Monthly Archives: December 2019

helpers

“I raised my boys to be helpers” a mom of three older boys told me when I remarked on how very helpful I’ve seen them be.

And I thought of the intentionality of her words.

Most parents want their children to feel loved, to be respectful, kind, sharing. But – to be helpers- I had never heard that expressed so directly.

Other parents have complained that getting their children to help do anything is like pulling teeth. But maybe the answer is appreciating and starting younger than we think possible.

So don’t dismiss your toddler emptying the grocery bags or putting his boots where they belong as insignificant.  That can grow into your school-aged child sorting socks, folding laundry, setting tables, wiping down the bathroom sink, raking and shoveling snow – together.

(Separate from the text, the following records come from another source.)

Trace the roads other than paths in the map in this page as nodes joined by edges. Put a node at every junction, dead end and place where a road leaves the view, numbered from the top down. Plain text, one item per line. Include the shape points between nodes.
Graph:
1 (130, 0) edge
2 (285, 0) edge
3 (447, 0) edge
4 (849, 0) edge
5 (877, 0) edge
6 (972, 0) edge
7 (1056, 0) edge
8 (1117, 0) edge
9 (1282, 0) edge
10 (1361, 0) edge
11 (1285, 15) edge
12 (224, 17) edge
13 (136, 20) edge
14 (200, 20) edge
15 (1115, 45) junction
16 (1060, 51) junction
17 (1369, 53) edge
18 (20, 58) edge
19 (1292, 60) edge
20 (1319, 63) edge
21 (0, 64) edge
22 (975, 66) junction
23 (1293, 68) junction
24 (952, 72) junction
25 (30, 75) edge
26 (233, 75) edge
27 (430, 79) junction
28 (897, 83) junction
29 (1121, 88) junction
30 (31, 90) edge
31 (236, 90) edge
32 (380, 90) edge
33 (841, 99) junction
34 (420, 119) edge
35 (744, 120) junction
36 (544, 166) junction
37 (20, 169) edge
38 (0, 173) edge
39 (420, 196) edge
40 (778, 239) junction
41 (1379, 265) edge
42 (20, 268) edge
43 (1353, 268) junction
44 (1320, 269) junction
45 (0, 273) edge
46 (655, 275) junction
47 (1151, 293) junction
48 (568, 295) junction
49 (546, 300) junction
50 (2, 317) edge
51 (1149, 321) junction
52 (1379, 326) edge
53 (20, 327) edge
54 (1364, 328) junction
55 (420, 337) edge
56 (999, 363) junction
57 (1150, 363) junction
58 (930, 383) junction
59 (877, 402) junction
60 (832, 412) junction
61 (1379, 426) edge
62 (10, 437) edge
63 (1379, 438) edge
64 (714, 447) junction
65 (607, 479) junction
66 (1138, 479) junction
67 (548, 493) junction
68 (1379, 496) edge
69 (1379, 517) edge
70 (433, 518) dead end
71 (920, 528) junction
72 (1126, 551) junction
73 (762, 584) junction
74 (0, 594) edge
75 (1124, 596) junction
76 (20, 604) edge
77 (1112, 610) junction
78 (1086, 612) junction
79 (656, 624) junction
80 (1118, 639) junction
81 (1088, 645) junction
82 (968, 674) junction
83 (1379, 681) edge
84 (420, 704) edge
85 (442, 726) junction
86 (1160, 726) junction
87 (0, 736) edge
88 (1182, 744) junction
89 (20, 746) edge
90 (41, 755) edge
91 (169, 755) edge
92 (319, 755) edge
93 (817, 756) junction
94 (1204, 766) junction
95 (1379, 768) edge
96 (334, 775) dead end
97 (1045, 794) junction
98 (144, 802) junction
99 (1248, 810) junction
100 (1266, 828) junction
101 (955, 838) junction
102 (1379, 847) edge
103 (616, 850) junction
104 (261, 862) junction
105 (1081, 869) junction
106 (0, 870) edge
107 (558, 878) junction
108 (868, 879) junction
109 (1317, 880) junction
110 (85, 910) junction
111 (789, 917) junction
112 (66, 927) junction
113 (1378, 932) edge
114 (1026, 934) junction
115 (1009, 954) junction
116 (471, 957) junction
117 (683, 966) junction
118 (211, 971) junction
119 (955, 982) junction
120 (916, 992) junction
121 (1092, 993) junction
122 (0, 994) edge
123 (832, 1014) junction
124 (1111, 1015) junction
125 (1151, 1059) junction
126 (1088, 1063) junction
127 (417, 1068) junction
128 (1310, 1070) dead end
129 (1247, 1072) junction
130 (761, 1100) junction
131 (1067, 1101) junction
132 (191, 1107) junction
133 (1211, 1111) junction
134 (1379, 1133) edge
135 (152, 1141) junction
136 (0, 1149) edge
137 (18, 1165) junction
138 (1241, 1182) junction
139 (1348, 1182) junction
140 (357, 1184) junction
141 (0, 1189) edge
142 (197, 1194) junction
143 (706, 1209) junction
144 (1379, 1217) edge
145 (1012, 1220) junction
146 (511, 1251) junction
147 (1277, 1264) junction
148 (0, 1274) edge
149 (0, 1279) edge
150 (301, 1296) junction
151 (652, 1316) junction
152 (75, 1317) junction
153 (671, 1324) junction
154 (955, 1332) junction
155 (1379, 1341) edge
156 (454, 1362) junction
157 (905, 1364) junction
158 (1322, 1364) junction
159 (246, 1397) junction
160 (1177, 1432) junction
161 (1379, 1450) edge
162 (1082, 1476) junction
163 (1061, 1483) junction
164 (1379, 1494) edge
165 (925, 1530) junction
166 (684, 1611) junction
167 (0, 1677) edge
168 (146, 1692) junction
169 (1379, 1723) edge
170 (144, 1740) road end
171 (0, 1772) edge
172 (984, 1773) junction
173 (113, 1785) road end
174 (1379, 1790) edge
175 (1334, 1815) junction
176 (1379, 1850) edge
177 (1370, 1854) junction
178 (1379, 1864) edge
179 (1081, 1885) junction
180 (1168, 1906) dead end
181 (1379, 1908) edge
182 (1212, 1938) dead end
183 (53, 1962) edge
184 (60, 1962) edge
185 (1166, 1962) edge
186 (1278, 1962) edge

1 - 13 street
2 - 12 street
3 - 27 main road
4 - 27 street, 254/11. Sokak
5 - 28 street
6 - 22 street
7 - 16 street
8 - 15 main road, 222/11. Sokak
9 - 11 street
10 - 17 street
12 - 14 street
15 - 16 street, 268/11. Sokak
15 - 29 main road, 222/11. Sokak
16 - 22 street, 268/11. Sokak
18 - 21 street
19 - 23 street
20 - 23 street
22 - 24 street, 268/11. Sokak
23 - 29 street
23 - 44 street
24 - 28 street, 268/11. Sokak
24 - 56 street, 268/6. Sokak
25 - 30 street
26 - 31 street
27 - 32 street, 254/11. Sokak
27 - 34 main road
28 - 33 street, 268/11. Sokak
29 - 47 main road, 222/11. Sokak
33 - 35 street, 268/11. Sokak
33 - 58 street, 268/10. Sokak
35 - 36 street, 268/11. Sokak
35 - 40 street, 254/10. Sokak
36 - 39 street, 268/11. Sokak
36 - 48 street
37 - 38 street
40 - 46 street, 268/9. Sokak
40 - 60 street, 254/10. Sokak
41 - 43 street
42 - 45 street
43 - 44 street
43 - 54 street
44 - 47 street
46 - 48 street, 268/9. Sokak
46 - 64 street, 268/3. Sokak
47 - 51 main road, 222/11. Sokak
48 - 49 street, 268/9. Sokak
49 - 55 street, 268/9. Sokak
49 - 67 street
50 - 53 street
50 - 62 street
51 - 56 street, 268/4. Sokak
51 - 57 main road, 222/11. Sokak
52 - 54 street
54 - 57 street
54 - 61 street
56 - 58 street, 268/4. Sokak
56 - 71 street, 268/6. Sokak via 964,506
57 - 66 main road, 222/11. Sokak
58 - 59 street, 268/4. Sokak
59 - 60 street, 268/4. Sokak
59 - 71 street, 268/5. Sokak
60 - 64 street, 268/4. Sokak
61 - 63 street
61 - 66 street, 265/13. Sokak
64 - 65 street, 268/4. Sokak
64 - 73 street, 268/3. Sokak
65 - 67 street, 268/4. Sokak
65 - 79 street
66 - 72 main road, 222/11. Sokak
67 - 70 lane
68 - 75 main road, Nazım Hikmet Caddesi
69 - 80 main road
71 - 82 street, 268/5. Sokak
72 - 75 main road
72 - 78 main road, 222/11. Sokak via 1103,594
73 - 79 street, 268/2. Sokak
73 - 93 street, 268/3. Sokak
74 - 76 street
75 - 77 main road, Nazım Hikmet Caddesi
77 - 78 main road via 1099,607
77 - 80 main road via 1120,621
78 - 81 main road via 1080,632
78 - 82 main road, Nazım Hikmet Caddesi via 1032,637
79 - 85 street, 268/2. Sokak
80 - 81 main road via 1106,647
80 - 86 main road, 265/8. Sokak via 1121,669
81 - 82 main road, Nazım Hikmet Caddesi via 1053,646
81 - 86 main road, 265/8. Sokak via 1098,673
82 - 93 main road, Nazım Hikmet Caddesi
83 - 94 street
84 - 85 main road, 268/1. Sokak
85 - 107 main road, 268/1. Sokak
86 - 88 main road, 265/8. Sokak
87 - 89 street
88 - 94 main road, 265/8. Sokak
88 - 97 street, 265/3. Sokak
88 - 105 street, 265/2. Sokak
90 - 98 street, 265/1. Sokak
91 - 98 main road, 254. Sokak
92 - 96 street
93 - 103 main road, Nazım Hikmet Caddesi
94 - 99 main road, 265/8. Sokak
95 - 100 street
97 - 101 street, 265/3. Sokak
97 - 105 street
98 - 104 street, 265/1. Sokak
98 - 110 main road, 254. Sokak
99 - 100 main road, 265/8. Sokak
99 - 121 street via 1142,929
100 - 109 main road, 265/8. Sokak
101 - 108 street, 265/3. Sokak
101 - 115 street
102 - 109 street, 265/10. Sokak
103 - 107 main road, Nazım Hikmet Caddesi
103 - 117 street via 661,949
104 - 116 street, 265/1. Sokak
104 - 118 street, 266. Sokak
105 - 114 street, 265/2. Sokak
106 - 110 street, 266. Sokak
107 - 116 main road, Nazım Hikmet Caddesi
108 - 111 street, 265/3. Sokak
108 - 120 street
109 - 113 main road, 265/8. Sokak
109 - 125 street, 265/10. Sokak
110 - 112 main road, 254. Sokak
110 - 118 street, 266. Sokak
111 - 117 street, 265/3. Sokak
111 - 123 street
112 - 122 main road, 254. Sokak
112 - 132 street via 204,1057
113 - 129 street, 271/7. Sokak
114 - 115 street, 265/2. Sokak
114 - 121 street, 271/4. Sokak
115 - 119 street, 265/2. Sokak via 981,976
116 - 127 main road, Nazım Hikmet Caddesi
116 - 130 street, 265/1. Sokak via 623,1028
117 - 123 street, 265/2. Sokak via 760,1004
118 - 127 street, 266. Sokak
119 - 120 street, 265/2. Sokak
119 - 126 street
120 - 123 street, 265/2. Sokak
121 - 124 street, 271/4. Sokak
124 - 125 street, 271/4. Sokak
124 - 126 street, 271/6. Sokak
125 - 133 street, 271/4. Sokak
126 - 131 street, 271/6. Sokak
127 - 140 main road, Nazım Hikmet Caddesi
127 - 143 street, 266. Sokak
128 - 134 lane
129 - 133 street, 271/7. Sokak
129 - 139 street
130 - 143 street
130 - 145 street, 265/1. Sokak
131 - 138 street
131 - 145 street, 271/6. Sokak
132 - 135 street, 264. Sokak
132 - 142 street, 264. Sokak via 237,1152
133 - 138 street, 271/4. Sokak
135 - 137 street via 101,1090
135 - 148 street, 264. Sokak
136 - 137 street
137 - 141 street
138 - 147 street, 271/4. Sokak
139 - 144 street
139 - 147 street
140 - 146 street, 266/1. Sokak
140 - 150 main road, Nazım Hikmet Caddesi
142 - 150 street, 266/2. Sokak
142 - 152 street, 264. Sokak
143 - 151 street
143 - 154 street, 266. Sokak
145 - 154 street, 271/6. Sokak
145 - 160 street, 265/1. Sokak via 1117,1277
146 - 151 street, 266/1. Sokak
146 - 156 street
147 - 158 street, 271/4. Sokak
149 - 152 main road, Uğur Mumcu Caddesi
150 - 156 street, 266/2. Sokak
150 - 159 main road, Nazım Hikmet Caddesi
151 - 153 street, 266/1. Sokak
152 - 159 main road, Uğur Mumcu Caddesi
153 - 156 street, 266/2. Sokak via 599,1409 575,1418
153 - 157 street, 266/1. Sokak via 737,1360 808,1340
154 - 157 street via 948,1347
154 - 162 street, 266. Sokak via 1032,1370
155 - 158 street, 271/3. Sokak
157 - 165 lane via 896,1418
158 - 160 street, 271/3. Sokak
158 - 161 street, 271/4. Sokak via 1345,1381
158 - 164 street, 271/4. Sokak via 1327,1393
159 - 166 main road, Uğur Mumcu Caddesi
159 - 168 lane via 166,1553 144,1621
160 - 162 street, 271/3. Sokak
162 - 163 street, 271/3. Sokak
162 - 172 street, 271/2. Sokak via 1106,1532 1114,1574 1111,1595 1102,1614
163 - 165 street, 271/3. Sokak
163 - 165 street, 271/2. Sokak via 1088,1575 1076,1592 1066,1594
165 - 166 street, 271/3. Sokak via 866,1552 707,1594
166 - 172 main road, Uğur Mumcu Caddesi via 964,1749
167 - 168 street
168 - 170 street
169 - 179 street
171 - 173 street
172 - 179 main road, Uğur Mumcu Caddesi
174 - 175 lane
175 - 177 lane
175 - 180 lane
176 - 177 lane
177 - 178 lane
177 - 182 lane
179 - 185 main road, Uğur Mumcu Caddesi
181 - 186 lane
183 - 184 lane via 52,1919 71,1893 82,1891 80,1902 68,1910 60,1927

A good way to start is remembering that children do love this camaraderie of working within a group – and completing a job  as a team. Want the playroom cleaned up fast?  How about putting on some great music or setting the timer for five minutes and then everyone moving fast – together – to “git ‘er done”?

I’ve heard from parents that it’s more trouble than it’s worth.  It ‘s easier for them to do it themselves. But who said any part of parenting is easy.

It’s all about this “invitation” to help which starts the ball rolling.

Building a sense of achievement – significance -responsibility – and belonging within the family – that’s what being a helper can do.

Want some help?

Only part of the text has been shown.